▶ [Listed entries]
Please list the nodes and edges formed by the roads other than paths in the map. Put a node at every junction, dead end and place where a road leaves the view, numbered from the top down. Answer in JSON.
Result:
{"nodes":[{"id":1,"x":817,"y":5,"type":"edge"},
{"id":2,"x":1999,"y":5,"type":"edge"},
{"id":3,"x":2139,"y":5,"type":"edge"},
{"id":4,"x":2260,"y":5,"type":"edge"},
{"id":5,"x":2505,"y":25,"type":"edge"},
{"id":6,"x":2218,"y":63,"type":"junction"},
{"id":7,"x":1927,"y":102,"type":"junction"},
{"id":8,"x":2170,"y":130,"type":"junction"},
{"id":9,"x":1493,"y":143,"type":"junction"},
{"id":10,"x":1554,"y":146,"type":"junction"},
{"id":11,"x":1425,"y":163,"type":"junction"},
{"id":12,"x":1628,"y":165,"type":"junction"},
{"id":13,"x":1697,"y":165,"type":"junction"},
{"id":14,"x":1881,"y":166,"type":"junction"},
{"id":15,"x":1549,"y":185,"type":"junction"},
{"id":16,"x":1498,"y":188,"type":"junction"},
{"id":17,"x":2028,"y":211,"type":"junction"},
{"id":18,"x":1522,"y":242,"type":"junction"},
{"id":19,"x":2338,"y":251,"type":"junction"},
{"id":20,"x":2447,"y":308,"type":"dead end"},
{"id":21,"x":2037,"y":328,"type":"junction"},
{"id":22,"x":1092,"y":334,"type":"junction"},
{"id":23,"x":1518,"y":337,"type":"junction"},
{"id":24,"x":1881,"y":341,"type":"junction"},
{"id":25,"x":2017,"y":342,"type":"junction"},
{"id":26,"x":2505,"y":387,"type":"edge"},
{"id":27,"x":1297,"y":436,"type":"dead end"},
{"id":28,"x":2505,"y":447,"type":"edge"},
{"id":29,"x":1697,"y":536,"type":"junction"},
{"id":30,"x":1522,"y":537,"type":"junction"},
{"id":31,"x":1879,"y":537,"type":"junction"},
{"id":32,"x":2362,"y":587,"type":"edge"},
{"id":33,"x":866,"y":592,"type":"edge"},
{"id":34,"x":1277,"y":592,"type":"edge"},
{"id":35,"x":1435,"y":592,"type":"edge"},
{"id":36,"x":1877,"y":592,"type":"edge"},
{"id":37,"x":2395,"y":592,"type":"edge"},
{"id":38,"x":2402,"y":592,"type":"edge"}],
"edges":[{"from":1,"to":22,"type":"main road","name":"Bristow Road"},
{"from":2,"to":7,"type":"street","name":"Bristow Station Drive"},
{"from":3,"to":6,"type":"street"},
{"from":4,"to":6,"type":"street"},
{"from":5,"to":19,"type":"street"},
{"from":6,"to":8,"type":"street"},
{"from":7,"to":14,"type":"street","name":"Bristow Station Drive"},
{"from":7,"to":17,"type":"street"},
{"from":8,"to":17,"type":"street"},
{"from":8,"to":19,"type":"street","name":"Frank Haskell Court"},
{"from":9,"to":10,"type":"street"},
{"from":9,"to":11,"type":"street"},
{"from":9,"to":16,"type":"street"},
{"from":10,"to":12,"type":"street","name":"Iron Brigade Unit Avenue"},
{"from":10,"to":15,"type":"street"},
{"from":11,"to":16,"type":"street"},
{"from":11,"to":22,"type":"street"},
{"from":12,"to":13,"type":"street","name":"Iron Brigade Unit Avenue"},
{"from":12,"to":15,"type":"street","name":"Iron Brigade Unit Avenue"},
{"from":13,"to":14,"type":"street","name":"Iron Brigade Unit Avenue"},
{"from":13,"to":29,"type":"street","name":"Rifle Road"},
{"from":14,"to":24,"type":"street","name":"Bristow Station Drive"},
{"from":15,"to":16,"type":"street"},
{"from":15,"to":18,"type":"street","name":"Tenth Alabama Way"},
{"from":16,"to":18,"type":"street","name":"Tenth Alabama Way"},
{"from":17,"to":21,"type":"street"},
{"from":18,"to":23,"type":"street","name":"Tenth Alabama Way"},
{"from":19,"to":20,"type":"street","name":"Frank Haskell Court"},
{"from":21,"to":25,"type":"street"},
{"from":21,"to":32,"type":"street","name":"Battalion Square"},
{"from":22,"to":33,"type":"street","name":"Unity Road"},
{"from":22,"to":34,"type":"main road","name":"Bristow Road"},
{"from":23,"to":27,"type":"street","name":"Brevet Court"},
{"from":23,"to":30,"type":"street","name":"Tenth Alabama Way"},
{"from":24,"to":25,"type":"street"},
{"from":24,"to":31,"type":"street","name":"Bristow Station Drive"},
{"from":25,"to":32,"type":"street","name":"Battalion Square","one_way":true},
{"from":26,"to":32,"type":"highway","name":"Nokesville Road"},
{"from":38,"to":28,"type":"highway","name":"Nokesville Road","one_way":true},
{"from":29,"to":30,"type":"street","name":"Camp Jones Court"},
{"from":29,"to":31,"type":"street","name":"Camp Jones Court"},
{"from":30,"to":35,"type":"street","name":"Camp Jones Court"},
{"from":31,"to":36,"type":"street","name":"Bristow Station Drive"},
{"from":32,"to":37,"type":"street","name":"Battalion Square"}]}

▶ [Task to complete] Each line from the material above that mentions the word "Bristow" needs to be copied.

▶ [Solution to the problem]
"edges":[{"from":1,"to":22,"type":"main road","name":"Bristow Road"},
{"from":2,"to":7,"type":"street","name":"Bristow Station Drive"},
{"from":7,"to":14,"type":"street","name":"Bristow Station Drive"},
{"from":14,"to":24,"type":"street","name":"Bristow Station Drive"},
{"from":22,"to":34,"type":"main road","name":"Bristow Road"},
{"from":24,"to":31,"type":"street","name":"Bristow Station Drive"},
{"from":31,"to":36,"type":"street","name":"Bristow Station Drive"},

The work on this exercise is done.